As a participant in The Advocacy Project’s 2005 Summer Internship Program, Sabri Ben-Achour worked in Tuzla, Bosnia with the Forum of Srebrenica NGOs and Drina, one of its member organizations.

The Forum of Srebrenica NGOs was formed after the Srebrenica massacres in 1995, during which over 7,000 Muslim men and boys were murdered by Serbian nationalists. Composed of multiple organizations, the Forum for Srebrenica NGOs has helped refugees and displaced Bosnians return to the town of Srebrenica and rebuild their lives.

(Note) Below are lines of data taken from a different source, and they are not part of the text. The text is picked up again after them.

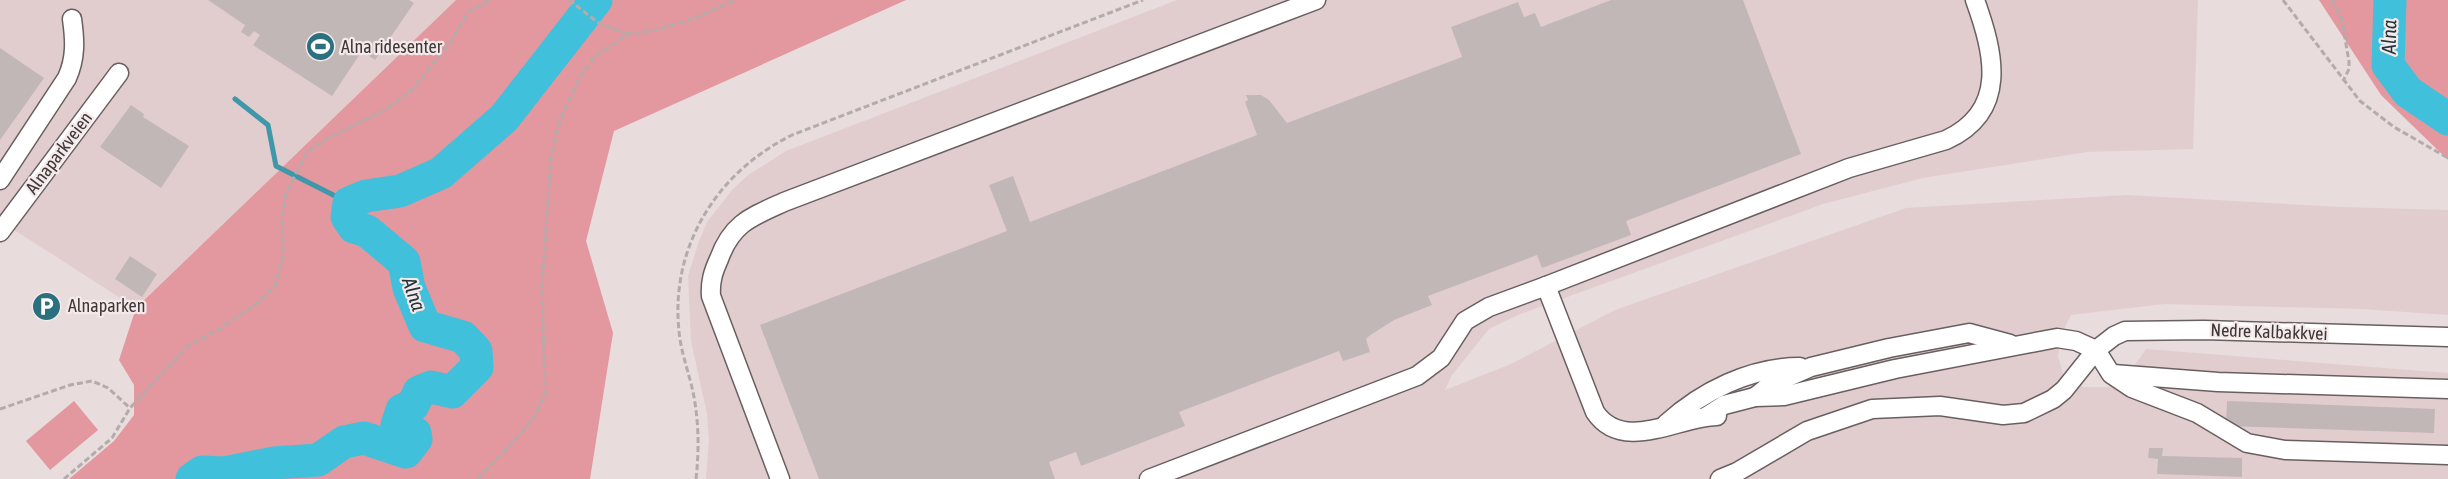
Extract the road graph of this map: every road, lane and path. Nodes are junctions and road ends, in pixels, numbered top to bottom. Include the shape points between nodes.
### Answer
1 (490, 0) edge
2 (569, 0) edge
3 (735, 0) edge
4 (1316, 0) edge
5 (1975, 0) edge
6 (2283, 0) edge
7 (2332, 0) edge
8 (72, 19) dead end
9 (629, 34) junction
10 (119, 73) dead end
11 (2343, 81) junction
12 (2448, 158) edge
13 (0, 180) edge
14 (0, 232) edge
15 (1548, 292) junction
16 (2448, 337) edge
17 (2015, 346) junction
18 (2096, 350) junction
19 (1811, 367) junction
20 (2111, 374) junction
21 (2448, 389) edge
22 (1784, 396) junction
23 (1755, 397) junction
24 (130, 408) junction
25 (0, 409) edge
26 (1707, 416) junction
27 (1662, 429) junction
28 (2448, 454) edge
29 (64, 479) edge
30 (478, 479) edge
31 (780, 479) edge
32 (1149, 479) edge
33 (1720, 479) edge

1 - 24 path via 468,12 450,44 412,90 387,109 307,153 286,193 283,257 275,286 221,328 188,346
2 - 9 path via 600,24
3 - 9 path via 695,18
4 - 31 street via 784,202 732,232 712,274 711,296
5 - 15 street via 1989,40 1992,67 1987,100 1969,128 1946,140 1849,168
6 - 11 path
7 - 11 path via 2342,20 2349,62
8 - 13 street via 76,45 69,73
9 - 30 path via 596,55 580,77 560,120 551,156 542,286 545,394 523,431
10 - 14 street, Alnaparkveien
11 - 12 path via 2382,120
15 - 27 street via 1595,412 1620,429
15 - 32 street via 1473,315 1458,329 1442,358 1417,376
16 - 18 street, Nedre Kalbakkvei via 2164,329 2125,331
17 - 18 street via 2057,338
17 - 19 street via 1969,333
17 - 22 street
18 - 20 street
18 - 33 street, Nedre Kalbakkvei via 2059,395 2024,413 2003,415 1940,406 1872,409 1807,431
19 - 23 street via 1770,385
19 - 27 street via 1784,367 1710,391
20 - 21 street
20 - 28 street via 2132,388 2197,413 2255,445 2286,450
22 - 23 street
22 - 26 street via 1729,416
23 - 26 street via 1724,405
24 - 25 path via 108,388 92,381
24 - 29 path via 112,438
26 - 27 street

Since its establishment in 1996, Drina has provided assistance to displaced peoples from eastern Bosnia, particularly the Podrinje region along the Drina River that forms part of the border with Serbia. When Muslims began to return to villages around Srebrenica in 2000, Drina offered valuable support, and today it is the leading NGO in the villages. The organization emphasizes the importance of a “sustainable return” and has implemented projects training people in English, accounting, and computer literacy, increasing their employability, as well as making medical services available to Muslims who are ineligible to receive care through other programs. Drina also encourages agricultural development in the region.



While in Tuzla, Sabri worked on three main projects. In preparation for the tenth anniversary of the Srebrenica massacres, he collated lists of family members who were dead or missing as a result of the killings. Sabri also contributed to the development of the Agricultural Cooperative Project, drafting a basic proposal for a network of agricultural cooperatives supported by central bank. He interviewed the UNDP Economic Development Coordinator for the Srebrenica Regional Recovery Project and communicated with the local US embassy and local officials for U.S. D.A. to assess the feasibility of the plan.

On his own initiative, Sabri arranged interviews with Srebrenica residents to determine how relations between the Muslim and the Serbian communities had evolved in the ten years after the massacres.

During the summer, Sabri recorded his experiences in Bosnia in the form of online blogs. In the blogs he offers thoughtful analyses of the political, economic, and social obstacles facing Bosnia, as well as striking testimony about his participation in a three day march commemorating the Srebrenica massacres.